If the big lie of the climate emergency will leave Americans destitute and without their freedom, the big lie of woke ideology is going to destroy American culture. Maybe that is the intent. Underlying most of the woke lies is the notion that cultural norms and expectations don’t matter or do more harm than good, and that instead the most important goals for a society should be to achieve equality of outcome across every institution and at every level, and to avoid offending anyone. This is impossible.
A vivid example of woke ideology personified is Sam Brinton. This man has decided that he can publicly flaunt his revolutionary sexuality while simultaneously performing his role as the deputy assistant secretary of spent fuel and waste disposition in the U.S. Office of Nuclear Energy.

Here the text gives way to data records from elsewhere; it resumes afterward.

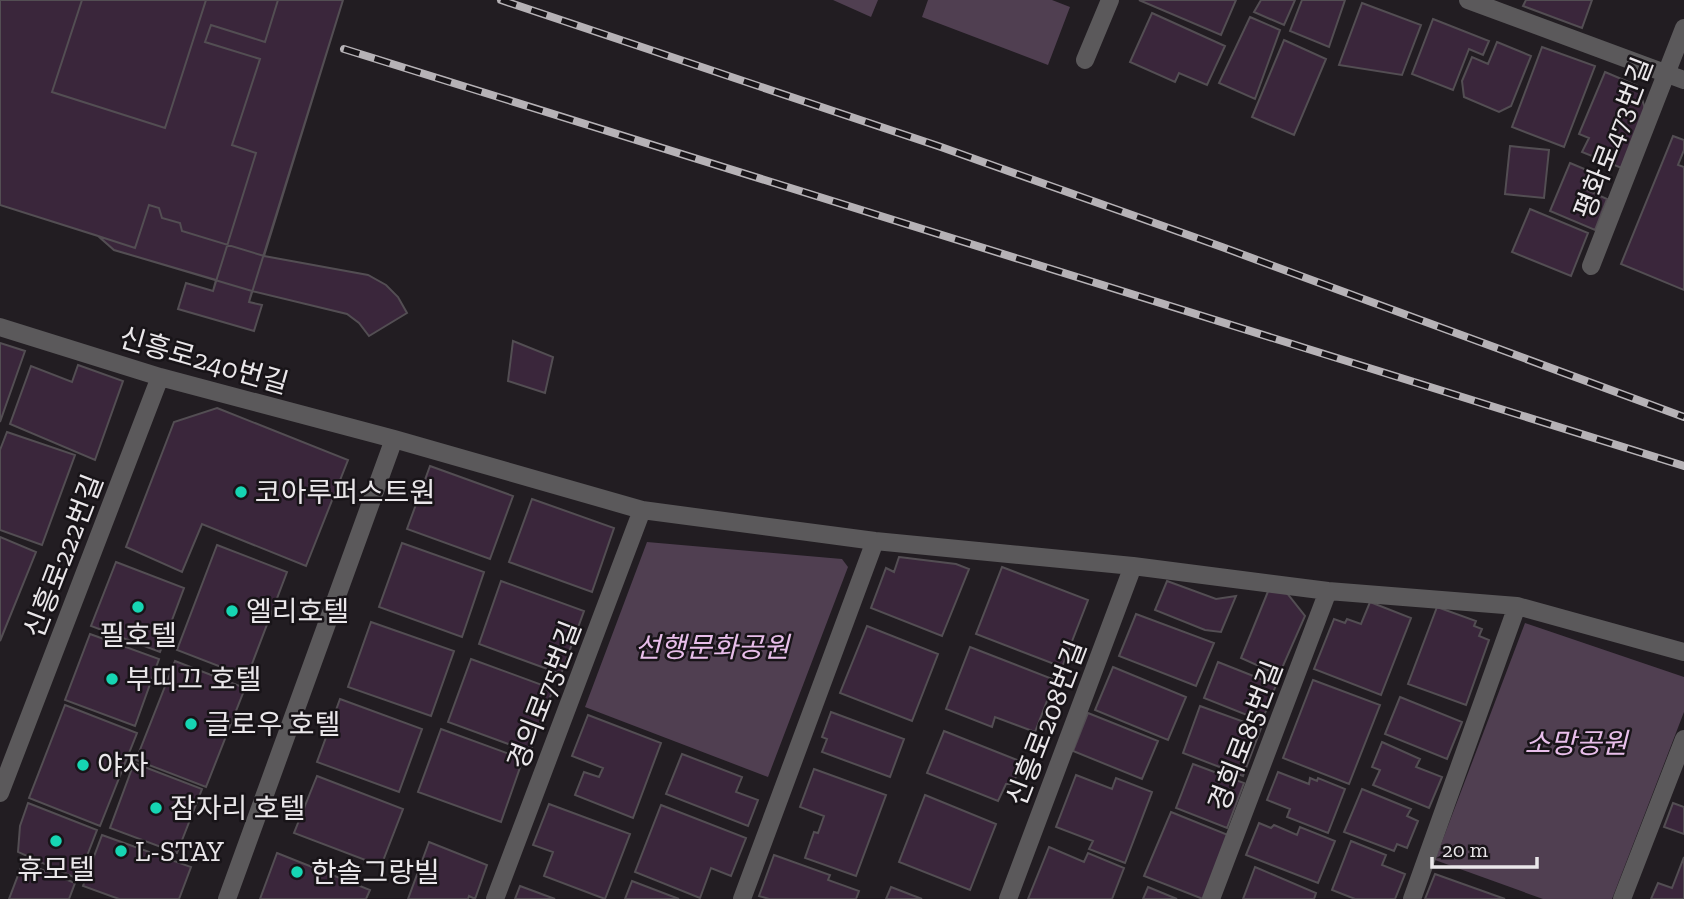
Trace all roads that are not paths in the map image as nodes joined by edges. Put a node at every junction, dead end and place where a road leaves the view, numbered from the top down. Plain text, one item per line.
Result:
1 (1110, 0) edge
2 (1468, 0) edge
3 (1684, 28) edge
4 (1086, 60) dead end
5 (1667, 73) junction
6 (1684, 80) edge
7 (1591, 267) dead end
8 (0, 327) edge
9 (160, 376) junction
10 (394, 439) junction
11 (642, 510) junction
12 (875, 541) junction
13 (1132, 566) junction
14 (1328, 591) junction
15 (1517, 606) junction
16 (1684, 652) edge
17 (1684, 739) edge
18 (0, 793) edge
19 (227, 899) edge
20 (495, 899) edge
21 (742, 899) edge
22 (1008, 899) edge
23 (1211, 899) edge
24 (1412, 899) edge
25 (1622, 899) edge

1 - 4 street
2 - 5 street
3 - 5 street, 평화로473번길
5 - 6 street
5 - 7 street, 평화로473번길
8 - 9 street, 신흥로240번길
9 - 10 street, 신흥로240번길
9 - 18 street, 신흥로222번길
10 - 11 street, 신흥로240번길
10 - 19 street
11 - 12 street, 신흥로240번길
11 - 20 street, 경의로75번길
12 - 13 street, 신흥로240번길
12 - 21 street
13 - 14 street, 신흥로240번길
13 - 22 street, 신흥로208번길
14 - 15 street, 신흥로240번길
14 - 23 street, 경희로85번길
15 - 16 street, 신흥로240번길
15 - 24 street
17 - 25 street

It isn’t necessarily Brinton’s choice to live as a “nonbinary” that is the problem—it’s that he chooses to dress in a manner that he knows will distract nearly anyone with whom he has official interactions from issues that involve the security of nuclear waste, to instead notice the bright red lipstick he’s applied immediately beneath his thick mustache.

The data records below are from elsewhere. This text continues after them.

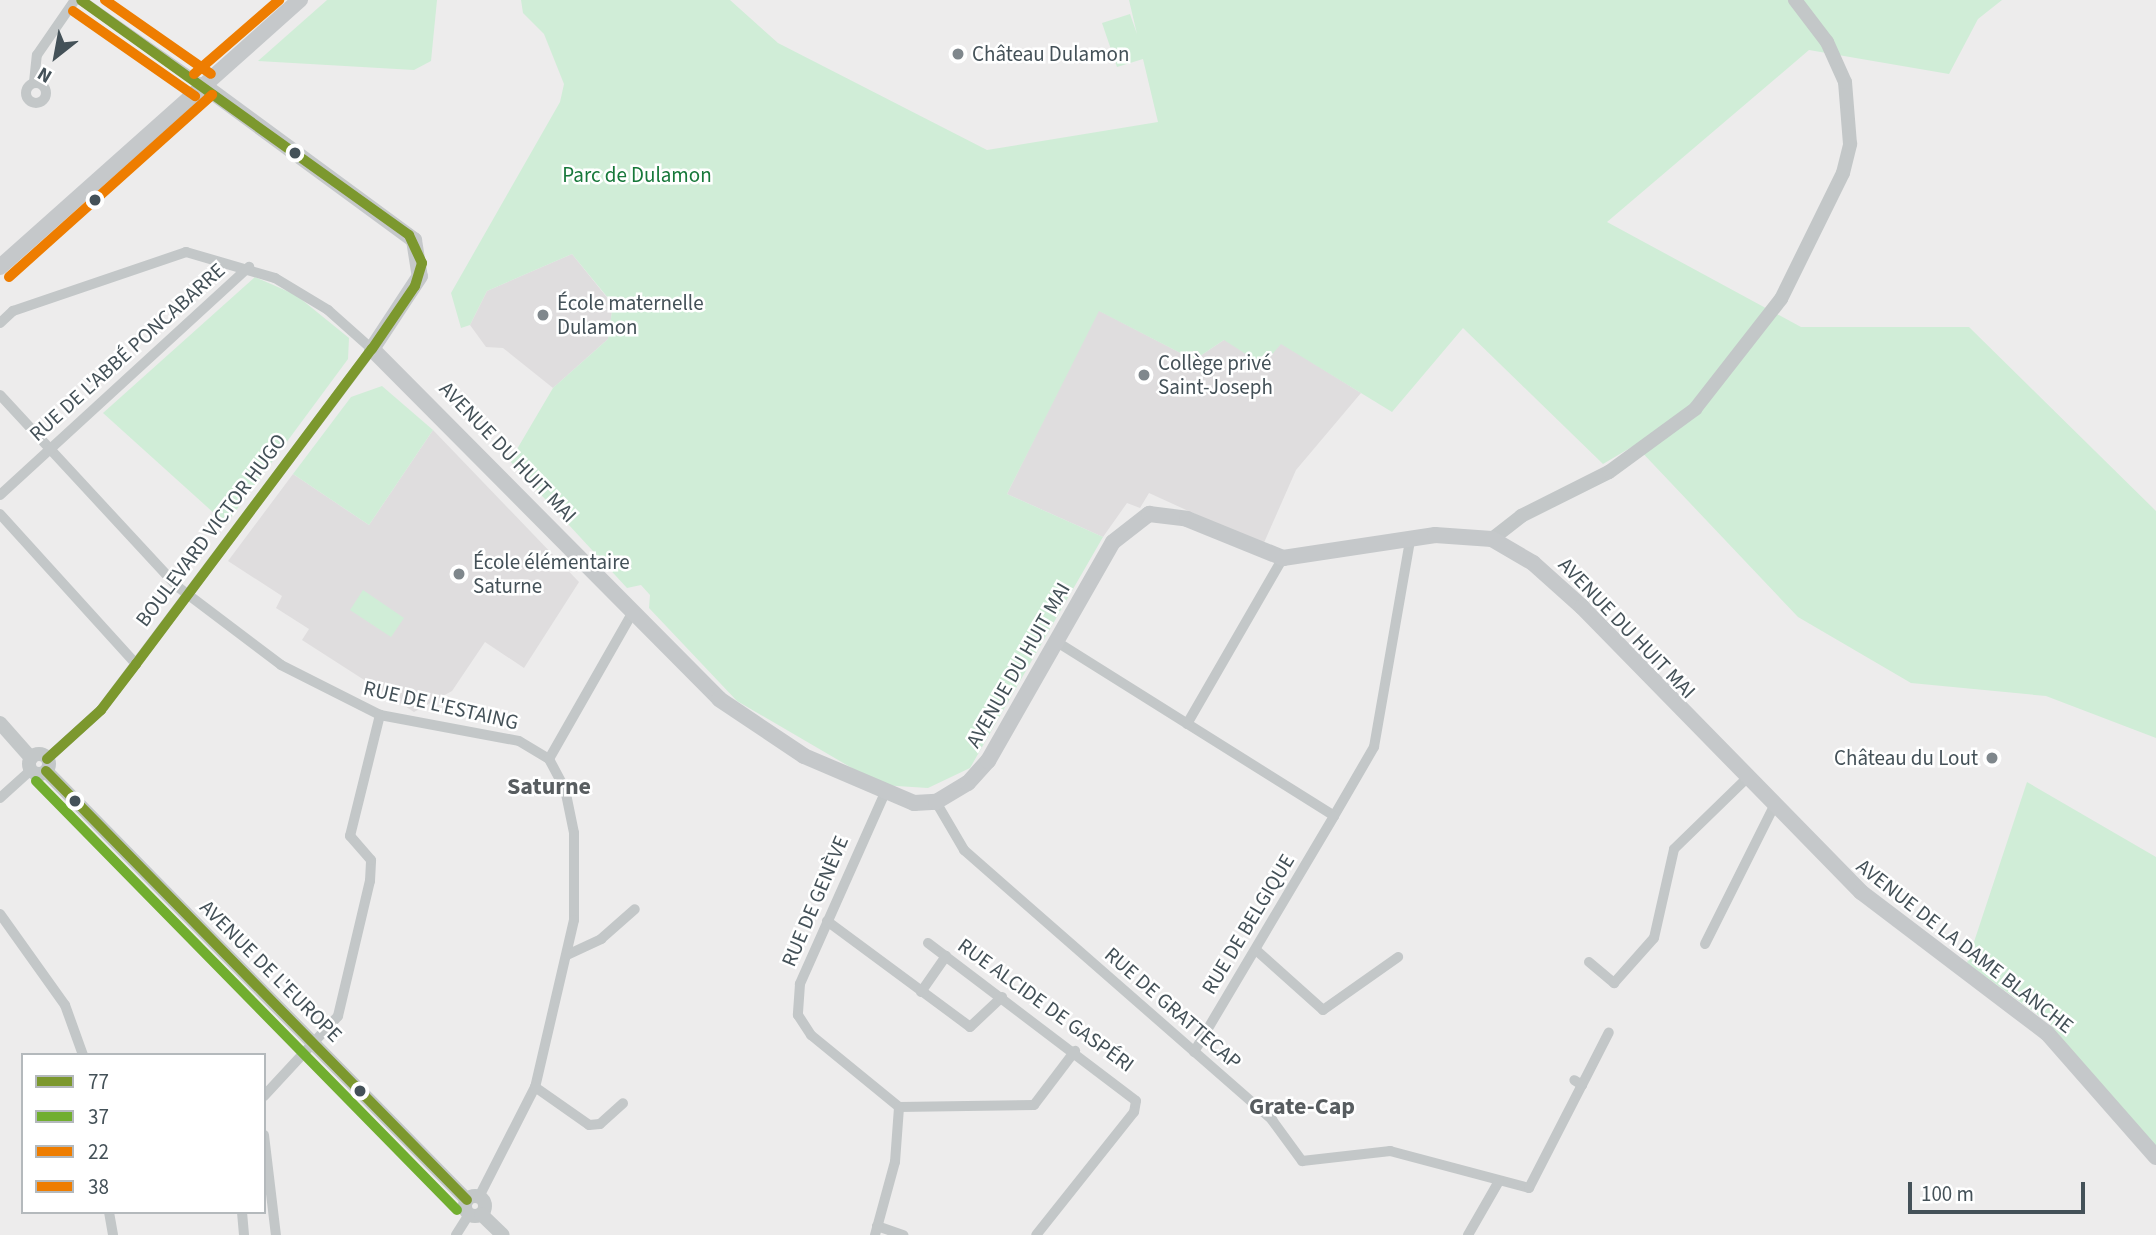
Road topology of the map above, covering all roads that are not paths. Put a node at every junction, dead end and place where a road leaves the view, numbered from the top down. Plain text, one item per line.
1 (75, 0) edge
2 (81, 0) edge
3 (300, 0) edge
4 (1795, 0) edge
5 (34, 82) dead end
6 (203, 85) junction
7 (0, 267) edge
8 (249, 267) junction
9 (0, 323) edge
10 (372, 349) junction
11 (0, 395) edge
12 (49, 450) junction
13 (0, 495) edge
14 (0, 514) edge
15 (1492, 539) junction
16 (1410, 540) junction
17 (1283, 558) junction
18 (188, 595) junction
19 (633, 612) junction
20 (1057, 642) junction
21 (136, 664) junction
22 (380, 715) junction
23 (0, 723) edge
24 (1187, 724) junction
25 (549, 759) junction
26 (39, 765) junction
27 (1745, 780) junction
28 (884, 795) junction
29 (0, 798) edge
30 (936, 802) junction
31 (1771, 807) junction
32 (1334, 816) junction
33 (635, 909) dead end
34 (0, 914) edge
35 (828, 921) junction
36 (929, 943) dead end
37 (1705, 944) dead end
38 (1256, 950) junction
39 (567, 956) junction
40 (946, 956) junction
41 (1398, 957) dead end
42 (1589, 962) dead end
43 (920, 992) junction
44 (1002, 997) junction
45 (1609, 1032) dead end
46 (315, 1045) junction
47 (1075, 1051) junction
48 (1194, 1052) junction
49 (82, 1053) edge
50 (535, 1087) junction
51 (266, 1094) edge
52 (623, 1102) dead end
53 (899, 1107) junction
54 (266, 1152) edge
55 (2156, 1157) edge
56 (1499, 1181) junction
57 (474, 1206) junction
58 (109, 1214) edge
59 (242, 1214) edge
60 (876, 1231) edge
61 (113, 1235) edge
62 (244, 1235) edge
63 (276, 1235) edge
64 (456, 1235) edge
65 (503, 1235) edge
66 (903, 1235) edge
67 (1036, 1235) edge
68 (1468, 1235) edge

1 - 5 street
2 - 6 street
3 - 6 main road
4 - 15 street
6 - 7 main road
6 - 10 main road
8 - 9 street, AVENUE DU HUIT MAI
8 - 10 street, AVENUE DU HUIT MAI
8 - 12 street, RUE DE L'ABBÉ PONCABARRE
10 - 18 street, BOULEVARD VICTOR HUGO
10 - 19 main road, AVENUE DU HUIT MAI
11 - 12 street, RUE DE L'ESTAING
12 - 13 street, RUE DE L'ABBÉ PONCABARRE
12 - 18 street, RUE DE L'ESTAING
14 - 21 street
15 - 16 main road
15 - 27 main road, AVENUE DU HUIT MAI
16 - 17 main road
16 - 32 street, RUE DE BELGIQUE
17 - 20 main road, AVENUE DU HUIT MAI
17 - 24 street
18 - 21 street, BOULEVARD VICTOR HUGO
18 - 22 street, RUE DE L'ESTAING
19 - 25 street
19 - 28 main road, AVENUE DU HUIT MAI
20 - 24 street
20 - 30 main road, AVENUE DU HUIT MAI
21 - 26 street, BOULEVARD VICTOR HUGO
22 - 25 street, RUE DE L'ESTAING
22 - 46 street
23 - 26 street, AVENUE DE L'EUROPE
24 - 32 street
25 - 39 street
26 - 29 street, BOULEVARD VICTOR HUGO
26 - 46 street, AVENUE DE L'EUROPE
27 - 31 main road, AVENUE DU HUIT MAI
27 - 42 street
28 - 30 main road, AVENUE DU HUIT MAI
28 - 35 street, RUE DE GENÈVE
30 - 48 street, RUE DE GRATTECAP
31 - 37 street
31 - 55 main road, AVENUE DE LA DAME BLANCHE
32 - 38 street, RUE DE BELGIQUE
33 - 39 street
34 - 49 street
35 - 43 street
35 - 53 street, RUE DE GENÈVE
36 - 40 street, RUE ALCIDE DE GASPÉRI
38 - 41 street
38 - 48 street, RUE DE BELGIQUE
39 - 50 street
40 - 43 street
40 - 44 street, RUE ALCIDE DE GASPÉRI
43 - 44 street
44 - 47 street, RUE ALCIDE DE GASPÉRI
45 - 56 street
46 - 51 street
46 - 57 street, AVENUE DE L'EUROPE
47 - 53 street
47 - 67 street, RUE ALCIDE DE GASPÉRI
48 - 56 street, RUE DE GRATTECAP
50 - 52 street
50 - 57 street
53 - 60 street
54 - 63 street
56 - 68 street
57 - 64 street
57 - 65 street, AVENUE DE L'EUROPE
58 - 61 street
59 - 62 street
60 - 66 street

If Brinton wants to be an LGBTQ activist, he should do that. It’s still a free country. But it is selfish and unprofessional for him to make sure the first thing people notice about him are his eccentricities when he has a serious government job that is completely unrelated to his sexuality.
A lot of conservatives, myself included, have not focused on gender issues. When gays got the right to marry, many of us said live and let live. But the sexually correct expectations of woke society have progressed well beyond accepting gay marriage, to the point where we cannot look at someone as obviously performative as Sam Brinton representing our nation, and say “that’s weird and inappropriate.” If we say this, Democrats call us bigots. And that, too, is a lie. Norms exist for a reason. They are a survival trait. Reluctance to precipitously discard them is not bigotry, it’s sanity.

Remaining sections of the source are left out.